Information given
╭──
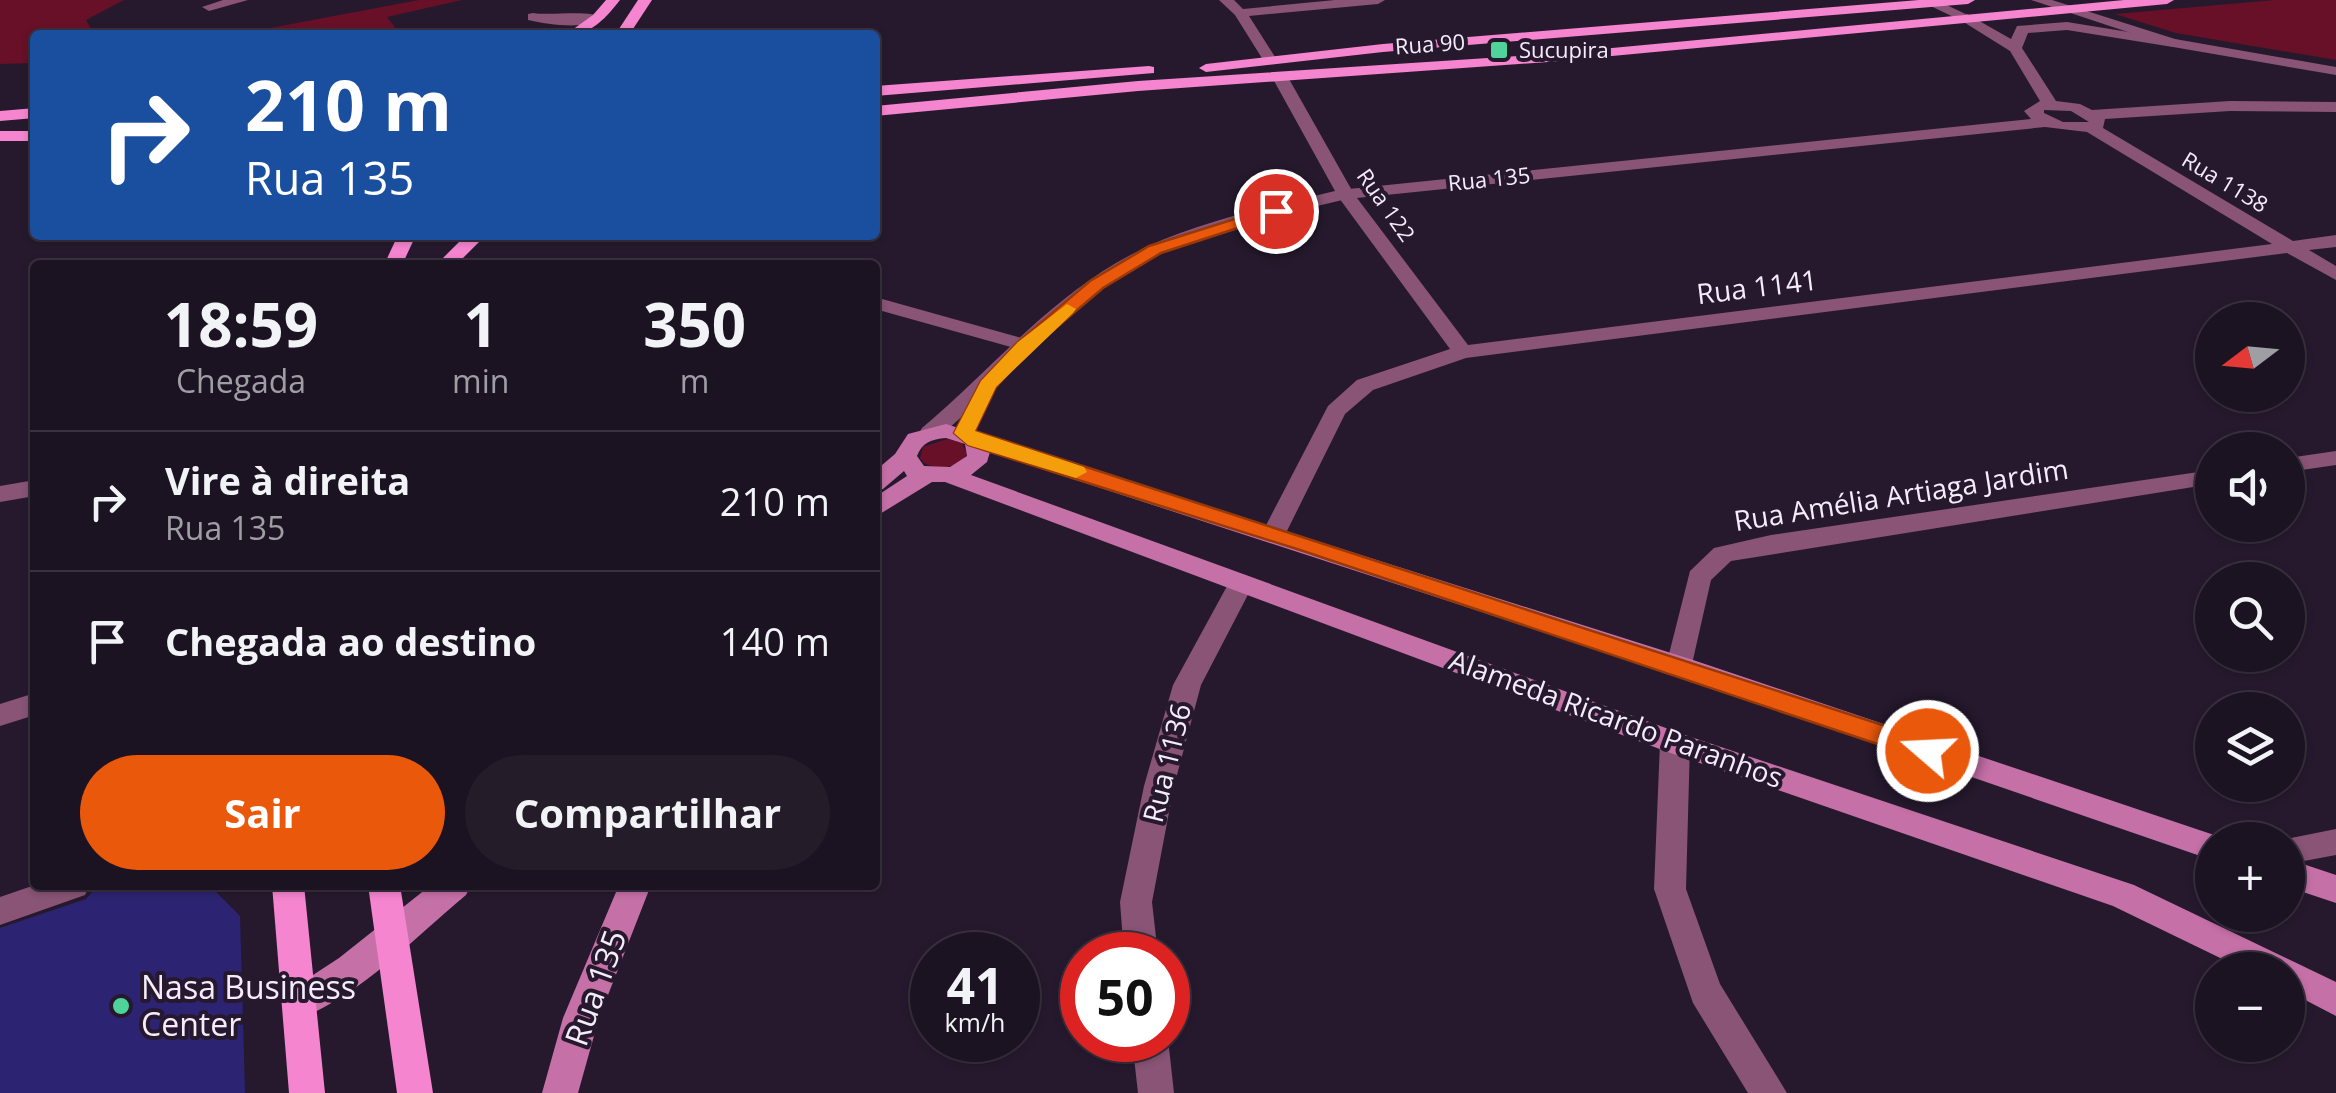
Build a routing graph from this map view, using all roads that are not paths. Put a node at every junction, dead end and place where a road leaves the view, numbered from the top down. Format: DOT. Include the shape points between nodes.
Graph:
graph roads {
  1 [pos="241,0"];
  2 [pos="613,0"];
  3 [pos="645,0"];
  4 [pos="1226,0"];
  5 [pos="1378,0"];
  6 [pos="1968,0"];
  7 [pos="2038,0"];
  8 [pos="2167,0"];
  9 [pos="1348,1"];
  10 [pos="1930,2"];
  11 [pos="209,7"];
  12 [pos="2066,9"];
  13 [pos="1240,13"];
  14 [pos="598,18"];
  15 [pos="1967,18"];
  16 [pos="541,30"];
  17 [pos="580,30"];
  18 [pos="625,30"];
  19 [pos="2174,43"];
  20 [pos="2015,48"];
  21 [pos="1270,60"];
  22 [pos="1194,70"];
  23 [pos="2336,71"];
  24 [pos="1281,79"];
  25 [pos="880,90"];
  26 [pos="880,101"];
  27 [pos="2336,107"];
  28 [pos="30,113"];
  29 [pos="2048,113"];
  30 [pos="880,115"];
  31 [pos="0,116"];
  32 [pos="2092,121"];
  33 [pos="30,123"];
  34 [pos="0,124"];
  35 [pos="0,136"];
  36 [pos="30,136"];
  37 [pos="0,144"];
  38 [pos="30,144"];
  39 [pos="1345,194"];
  40 [pos="472,240"];
  41 [pos="2336,242"];
  42 [pos="2290,247"];
  43 [pos="450,260"];
  44 [pos="2336,274"];
  45 [pos="880,304"];
  46 [pos="1025,346"];
  47 [pos="1463,352"];
  48 [pos="988,385"];
  49 [pos="930,433"];
  50 [pos="970,437"];
  51 [pos="905,457"];
  52 [pos="2336,458"];
  53 [pos="2305,463"];
  54 [pos="937,475"];
  55 [pos="2195,479"];
  56 [pos="880,480"];
  57 [pos="30,489"];
  58 [pos="0,494"];
  59 [pos="880,506"];
  60 [pos="1274,534"];
  61 [pos="1241,583"];
  62 [pos="1680,666"];
  63 [pos="30,706"];
  64 [pos="0,715"];
  65 [pos="1675,743"];
  66 [pos="2195,841"];
  67 [pos="2336,842"];
  68 [pos="2305,848"];
  69 [pos="2305,879"];
  70 [pos="2336,889"];
  71 [pos="60,890"];
  72 [pos="288,890"];
  73 [pos="385,890"];
  74 [pos="449,890"];
  75 [pos="633,890"];
  76 [pos="0,911"];
  77 [pos="1139,932"];
  78 [pos="392,938"];
  79 [pos="2242,952"];
  80 [pos="2305,983"];
  81 [pos="2336,1000"];
  82 [pos="299,1003"];
  83 [pos="1152,1062"];
  84 [pos="307,1093"];
  85 [pos="416,1093"];
  86 [pos="560,1093"];
  87 [pos="1156,1093"];
  88 [pos="1770,1093"];
  1 -- 11 [label="street"];
  2 -- 14 [label="main road"];
  3 -- 18 [label="main road"];
  4 -- 13 [label="street"];
  5 -- 9 [label="street"];
  6 -- 10 [label="main road, Rua 90"];
  7 -- 12 [label="street"];
  8 -- 12 [label="main road, Rua 90"];
  9 -- 13 [label="street"];
  10 -- 15 [label="street"];
  10 -- 21 [label="main road, Rua 90"];
  12 -- 15 [label="main road, Rua 90"];
  12 -- 19 [label="street"];
  13 -- 21 [label="street"];
  14 -- 16 [label="street" via="557,20 528,12"];
  14 -- 17 [label="main road"];
  15 -- 20 [label="street"];
  15 -- 24 [label="main road, Rua 90"];
  19 -- 20 [label="street" via="2066,26 2022,29"];
  19 -- 23 [label="street"];
  20 -- 29 [label="street"];
  21 -- 22 [label="main road, Rua 90"];
  22 -- 25 [label="main road"];
  22 -- 26 [label="main road, Rua 90"];
  24 -- 30 [label="main road, Rua 90"];
  24 -- 39 [label="street, Rua 122"];
  27 -- 32 [label="street" via="2230,106"];
  28 -- 31 [label="main road"];
  29 -- 32 [label="street"];
  29 -- 39 [label="street, Rua 135"];
  32 -- 42 [label="street, Rua 1138"];
  33 -- 34 [label="main road"];
  35 -- 36 [label="main road"];
  37 -- 38 [label="main road"];
  39 -- 46 [label="street, Rua 135" via="1155,250 1096,284"];
  39 -- 47 [label="street, Rua 122"];
  40 -- 43 [label="main road"];
  41 -- 42 [label="street, Rua 1141"];
  42 -- 44 [label="street, Rua 1138"];
  42 -- 47 [label="street, Rua 1141"];
  45 -- 46 [label="street"];
  46 -- 48 [label="street, Rua 135"];
  47 -- 60 [label="street, Rua 1141" via="1364,385 1336,412"];
  48 -- 49 [label="street, Rua 135"];
  48 -- 50 [label="street, Rua 135"];
  49 -- 50 [label="main road"];
  49 -- 51 [label="main road" via="912,443"];
  50 -- 54 [label="main road" via="979,457"];
  50 -- 60 [label="main road"];
  51 -- 54 [label="main road, Alameda Ricardo Paranhos" via="916,471"];
  51 -- 56 [label="main road"];
  52 -- 53 [label="street"];
  54 -- 59 [label="main road" via="898,490"];
  54 -- 61 [label="main road, Alameda Ricardo Paranhos"];
  55 -- 62 [label="street, Rua Amélia Artiaga Jardim" via="1723,554 1699,577"];
  57 -- 58 [label="street"];
  60 -- 62 [label="main road"];
  61 -- 65 [label="main road, Alameda Ricardo Paranhos"];
  61 -- 77 [label="street, Rua 1136" via="1187,684 1136,902"];
  62 -- 66 [label="main road"];
  63 -- 64 [label="street"];
  65 -- 79 [label="main road, Alameda Ricardo Paranhos" via="2123,895"];
  65 -- 88 [label="street" via="1670,890 1705,992"];
  67 -- 68 [label="street"];
  69 -- 70 [label="main road"];
  71 -- 76 [label="street"];
  72 -- 82 [label="main road"];
  73 -- 78 [label="main road"];
  74 -- 78 [label="main road"];
  75 -- 86 [label="main road, Rua 135" via="581,1018"];
  78 -- 82 [label="main road"];
  78 -- 85 [label="main road"];
  80 -- 81 [label="main road"];
  82 -- 84 [label="main road"];
  83 -- 87 [label="street"];
}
╰──
The problem
Apart from the images, every line above is to be given again exactly.

Written solution
Build a routing graph from this map view, using all roads that are not paths. Put a node at every junction, dead end and place where a road leaves the view, numbered from the top down. Format: DOT. Include the shape points between nodes.
Graph:
graph roads {
  1 [pos="241,0"];
  2 [pos="613,0"];
  3 [pos="645,0"];
  4 [pos="1226,0"];
  5 [pos="1378,0"];
  6 [pos="1968,0"];
  7 [pos="2038,0"];
  8 [pos="2167,0"];
  9 [pos="1348,1"];
  10 [pos="1930,2"];
  11 [pos="209,7"];
  12 [pos="2066,9"];
  13 [pos="1240,13"];
  14 [pos="598,18"];
  15 [pos="1967,18"];
  16 [pos="541,30"];
  17 [pos="580,30"];
  18 [pos="625,30"];
  19 [pos="2174,43"];
  20 [pos="2015,48"];
  21 [pos="1270,60"];
  22 [pos="1194,70"];
  23 [pos="2336,71"];
  24 [pos="1281,79"];
  25 [pos="880,90"];
  26 [pos="880,101"];
  27 [pos="2336,107"];
  28 [pos="30,113"];
  29 [pos="2048,113"];
  30 [pos="880,115"];
  31 [pos="0,116"];
  32 [pos="2092,121"];
  33 [pos="30,123"];
  34 [pos="0,124"];
  35 [pos="0,136"];
  36 [pos="30,136"];
  37 [pos="0,144"];
  38 [pos="30,144"];
  39 [pos="1345,194"];
  40 [pos="472,240"];
  41 [pos="2336,242"];
  42 [pos="2290,247"];
  43 [pos="450,260"];
  44 [pos="2336,274"];
  45 [pos="880,304"];
  46 [pos="1025,346"];
  47 [pos="1463,352"];
  48 [pos="988,385"];
  49 [pos="930,433"];
  50 [pos="970,437"];
  51 [pos="905,457"];
  52 [pos="2336,458"];
  53 [pos="2305,463"];
  54 [pos="937,475"];
  55 [pos="2195,479"];
  56 [pos="880,480"];
  57 [pos="30,489"];
  58 [pos="0,494"];
  59 [pos="880,506"];
  60 [pos="1274,534"];
  61 [pos="1241,583"];
  62 [pos="1680,666"];
  63 [pos="30,706"];
  64 [pos="0,715"];
  65 [pos="1675,743"];
  66 [pos="2195,841"];
  67 [pos="2336,842"];
  68 [pos="2305,848"];
  69 [pos="2305,879"];
  70 [pos="2336,889"];
  71 [pos="60,890"];
  72 [pos="288,890"];
  73 [pos="385,890"];
  74 [pos="449,890"];
  75 [pos="633,890"];
  76 [pos="0,911"];
  77 [pos="1139,932"];
  78 [pos="392,938"];
  79 [pos="2242,952"];
  80 [pos="2305,983"];
  81 [pos="2336,1000"];
  82 [pos="299,1003"];
  83 [pos="1152,1062"];
  84 [pos="307,1093"];
  85 [pos="416,1093"];
  86 [pos="560,1093"];
  87 [pos="1156,1093"];
  88 [pos="1770,1093"];
  1 -- 11 [label="street"];
  2 -- 14 [label="main road"];
  3 -- 18 [label="main road"];
  4 -- 13 [label="street"];
  5 -- 9 [label="street"];
  6 -- 10 [label="main road, Rua 90"];
  7 -- 12 [label="street"];
  8 -- 12 [label="main road, Rua 90"];
  9 -- 13 [label="street"];
  10 -- 15 [label="street"];
  10 -- 21 [label="main road, Rua 90"];
  12 -- 15 [label="main road, Rua 90"];
  12 -- 19 [label="street"];
  13 -- 21 [label="street"];
  14 -- 16 [label="street" via="557,20 528,12"];
  14 -- 17 [label="main road"];
  15 -- 20 [label="street"];
  15 -- 24 [label="main road, Rua 90"];
  19 -- 20 [label="street" via="2066,26 2022,29"];
  19 -- 23 [label="street"];
  20 -- 29 [label="street"];
  21 -- 22 [label="main road, Rua 90"];
  22 -- 25 [label="main road"];
  22 -- 26 [label="main road, Rua 90"];
  24 -- 30 [label="main road, Rua 90"];
  24 -- 39 [label="street, Rua 122"];
  27 -- 32 [label="street" via="2230,106"];
  28 -- 31 [label="main road"];
  29 -- 32 [label="street"];
  29 -- 39 [label="street, Rua 135"];
  32 -- 42 [label="street, Rua 1138"];
  33 -- 34 [label="main road"];
  35 -- 36 [label="main road"];
  37 -- 38 [label="main road"];
  39 -- 46 [label="street, Rua 135" via="1155,250 1096,284"];
  39 -- 47 [label="street, Rua 122"];
  40 -- 43 [label="main road"];
  41 -- 42 [label="street, Rua 1141"];
  42 -- 44 [label="street, Rua 1138"];
  42 -- 47 [label="street, Rua 1141"];
  45 -- 46 [label="street"];
  46 -- 48 [label="street, Rua 135"];
  47 -- 60 [label="street, Rua 1141" via="1364,385 1336,412"];
  48 -- 49 [label="street, Rua 135"];
  48 -- 50 [label="street, Rua 135"];
  49 -- 50 [label="main road"];
  49 -- 51 [label="main road" via="912,443"];
  50 -- 54 [label="main road" via="979,457"];
  50 -- 60 [label="main road"];
  51 -- 54 [label="main road, Alameda Ricardo Paranhos" via="916,471"];
  51 -- 56 [label="main road"];
  52 -- 53 [label="street"];
  54 -- 59 [label="main road" via="898,490"];
  54 -- 61 [label="main road, Alameda Ricardo Paranhos"];
  55 -- 62 [label="street, Rua Amélia Artiaga Jardim" via="1723,554 1699,577"];
  57 -- 58 [label="street"];
  60 -- 62 [label="main road"];
  61 -- 65 [label="main road, Alameda Ricardo Paranhos"];
  61 -- 77 [label="street, Rua 1136" via="1187,684 1136,902"];
  62 -- 66 [label="main road"];
  63 -- 64 [label="street"];
  65 -- 79 [label="main road, Alameda Ricardo Paranhos" via="2123,895"];
  65 -- 88 [label="street" via="1670,890 1705,992"];
  67 -- 68 [label="street"];
  69 -- 70 [label="main road"];
  71 -- 76 [label="street"];
  72 -- 82 [label="main road"];
  73 -- 78 [label="main road"];
  74 -- 78 [label="main road"];
  75 -- 86 [label="main road, Rua 135" via="581,1018"];
  78 -- 82 [label="main road"];
  78 -- 85 [label="main road"];
  80 -- 81 [label="main road"];
  82 -- 84 [label="main road"];
  83 -- 87 [label="street"];
}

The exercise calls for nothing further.